Reproduce the listing that follows so that each line matches the original exactly.

### Recorded information:
------------------------------------------------------------------------
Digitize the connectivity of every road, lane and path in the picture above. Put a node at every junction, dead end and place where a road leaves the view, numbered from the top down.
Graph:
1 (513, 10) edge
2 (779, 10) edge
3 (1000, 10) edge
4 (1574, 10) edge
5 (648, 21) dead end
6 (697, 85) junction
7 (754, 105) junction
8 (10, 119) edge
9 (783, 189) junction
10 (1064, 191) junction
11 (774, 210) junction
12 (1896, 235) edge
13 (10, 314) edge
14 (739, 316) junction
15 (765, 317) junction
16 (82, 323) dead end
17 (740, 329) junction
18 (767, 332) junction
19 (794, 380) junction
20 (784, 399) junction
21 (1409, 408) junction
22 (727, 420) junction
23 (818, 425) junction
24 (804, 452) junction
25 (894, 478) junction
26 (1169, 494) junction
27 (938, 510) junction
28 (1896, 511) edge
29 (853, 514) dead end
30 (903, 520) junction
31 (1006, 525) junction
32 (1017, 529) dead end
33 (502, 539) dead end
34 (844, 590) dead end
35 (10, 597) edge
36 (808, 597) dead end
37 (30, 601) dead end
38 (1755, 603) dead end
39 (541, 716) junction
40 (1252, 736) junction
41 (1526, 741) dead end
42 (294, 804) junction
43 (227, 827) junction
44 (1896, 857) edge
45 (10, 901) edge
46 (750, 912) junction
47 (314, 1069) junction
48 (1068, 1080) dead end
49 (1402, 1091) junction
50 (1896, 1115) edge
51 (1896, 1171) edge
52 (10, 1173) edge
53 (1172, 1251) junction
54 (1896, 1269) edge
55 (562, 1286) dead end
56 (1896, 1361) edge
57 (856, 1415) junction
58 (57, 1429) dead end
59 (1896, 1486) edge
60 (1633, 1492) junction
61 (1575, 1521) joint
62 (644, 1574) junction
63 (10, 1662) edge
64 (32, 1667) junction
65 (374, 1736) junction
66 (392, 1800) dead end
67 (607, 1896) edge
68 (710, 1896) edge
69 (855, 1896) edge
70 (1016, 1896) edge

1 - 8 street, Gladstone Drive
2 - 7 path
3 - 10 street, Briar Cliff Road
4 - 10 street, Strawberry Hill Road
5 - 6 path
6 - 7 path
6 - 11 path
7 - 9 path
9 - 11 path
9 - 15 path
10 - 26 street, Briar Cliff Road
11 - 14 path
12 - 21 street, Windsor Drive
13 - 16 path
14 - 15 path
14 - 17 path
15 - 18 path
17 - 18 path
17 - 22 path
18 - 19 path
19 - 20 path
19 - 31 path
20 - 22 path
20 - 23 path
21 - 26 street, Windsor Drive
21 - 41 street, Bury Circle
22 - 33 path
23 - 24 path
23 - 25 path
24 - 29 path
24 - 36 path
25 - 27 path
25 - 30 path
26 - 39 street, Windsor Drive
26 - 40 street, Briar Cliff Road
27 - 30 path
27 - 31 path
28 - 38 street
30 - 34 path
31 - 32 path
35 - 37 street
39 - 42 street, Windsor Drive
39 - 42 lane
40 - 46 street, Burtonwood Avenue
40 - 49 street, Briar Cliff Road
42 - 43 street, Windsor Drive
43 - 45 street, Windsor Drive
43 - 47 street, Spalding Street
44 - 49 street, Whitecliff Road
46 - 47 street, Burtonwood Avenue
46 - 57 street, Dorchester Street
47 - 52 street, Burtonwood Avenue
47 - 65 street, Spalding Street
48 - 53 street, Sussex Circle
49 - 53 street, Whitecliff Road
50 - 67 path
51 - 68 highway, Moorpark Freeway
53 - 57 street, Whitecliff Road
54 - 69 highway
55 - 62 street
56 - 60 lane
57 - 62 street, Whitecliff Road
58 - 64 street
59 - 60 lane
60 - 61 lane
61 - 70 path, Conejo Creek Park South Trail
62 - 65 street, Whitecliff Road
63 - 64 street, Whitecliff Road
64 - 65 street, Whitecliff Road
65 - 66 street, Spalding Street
------------------------------------------------------------------------
### Result of this exercise:
Digitize the connectivity of every road, lane and path in the picture above. Put a node at every junction, dead end and place where a road leaves the view, numbered from the top down.
Graph:
1 (513, 10) edge
2 (779, 10) edge
3 (1000, 10) edge
4 (1574, 10) edge
5 (648, 21) dead end
6 (697, 85) junction
7 (754, 105) junction
8 (10, 119) edge
9 (783, 189) junction
10 (1064, 191) junction
11 (774, 210) junction
12 (1896, 235) edge
13 (10, 314) edge
14 (739, 316) junction
15 (765, 317) junction
16 (82, 323) dead end
17 (740, 329) junction
18 (767, 332) junction
19 (794, 380) junction
20 (784, 399) junction
21 (1409, 408) junction
22 (727, 420) junction
23 (818, 425) junction
24 (804, 452) junction
25 (894, 478) junction
26 (1169, 494) junction
27 (938, 510) junction
28 (1896, 511) edge
29 (853, 514) dead end
30 (903, 520) junction
31 (1006, 525) junction
32 (1017, 529) dead end
33 (502, 539) dead end
34 (844, 590) dead end
35 (10, 597) edge
36 (808, 597) dead end
37 (30, 601) dead end
38 (1755, 603) dead end
39 (541, 716) junction
40 (1252, 736) junction
41 (1526, 741) dead end
42 (294, 804) junction
43 (227, 827) junction
44 (1896, 857) edge
45 (10, 901) edge
46 (750, 912) junction
47 (314, 1069) junction
48 (1068, 1080) dead end
49 (1402, 1091) junction
50 (1896, 1115) edge
51 (1896, 1171) edge
52 (10, 1173) edge
53 (1172, 1251) junction
54 (1896, 1269) edge
55 (562, 1286) dead end
56 (1896, 1361) edge
57 (856, 1415) junction
58 (57, 1429) dead end
59 (1896, 1486) edge
60 (1633, 1492) junction
61 (1575, 1521) joint
62 (644, 1574) junction
63 (10, 1662) edge
64 (32, 1667) junction
65 (374, 1736) junction
66 (392, 1800) dead end
67 (607, 1896) edge
68 (710, 1896) edge
69 (855, 1896) edge
70 (1016, 1896) edge

1 - 8 street, Gladstone Drive
2 - 7 path
3 - 10 street, Briar Cliff Road
4 - 10 street, Strawberry Hill Road
5 - 6 path
6 - 7 path
6 - 11 path
7 - 9 path
9 - 11 path
9 - 15 path
10 - 26 street, Briar Cliff Road
11 - 14 path
12 - 21 street, Windsor Drive
13 - 16 path
14 - 15 path
14 - 17 path
15 - 18 path
17 - 18 path
17 - 22 path
18 - 19 path
19 - 20 path
19 - 31 path
20 - 22 path
20 - 23 path
21 - 26 street, Windsor Drive
21 - 41 street, Bury Circle
22 - 33 path
23 - 24 path
23 - 25 path
24 - 29 path
24 - 36 path
25 - 27 path
25 - 30 path
26 - 39 street, Windsor Drive
26 - 40 street, Briar Cliff Road
27 - 30 path
27 - 31 path
28 - 38 street
30 - 34 path
31 - 32 path
35 - 37 street
39 - 42 street, Windsor Drive
39 - 42 lane
40 - 46 street, Burtonwood Avenue
40 - 49 street, Briar Cliff Road
42 - 43 street, Windsor Drive
43 - 45 street, Windsor Drive
43 - 47 street, Spalding Street
44 - 49 street, Whitecliff Road
46 - 47 street, Burtonwood Avenue
46 - 57 street, Dorchester Street
47 - 52 street, Burtonwood Avenue
47 - 65 street, Spalding Street
48 - 53 street, Sussex Circle
49 - 53 street, Whitecliff Road
50 - 67 path
51 - 68 highway, Moorpark Freeway
53 - 57 street, Whitecliff Road
54 - 69 highway
55 - 62 street
56 - 60 lane
57 - 62 street, Whitecliff Road
58 - 64 street
59 - 60 lane
60 - 61 lane
61 - 70 path, Conejo Creek Park South Trail
62 - 65 street, Whitecliff Road
63 - 64 street, Whitecliff Road
64 - 65 street, Whitecliff Road
65 - 66 street, Spalding Street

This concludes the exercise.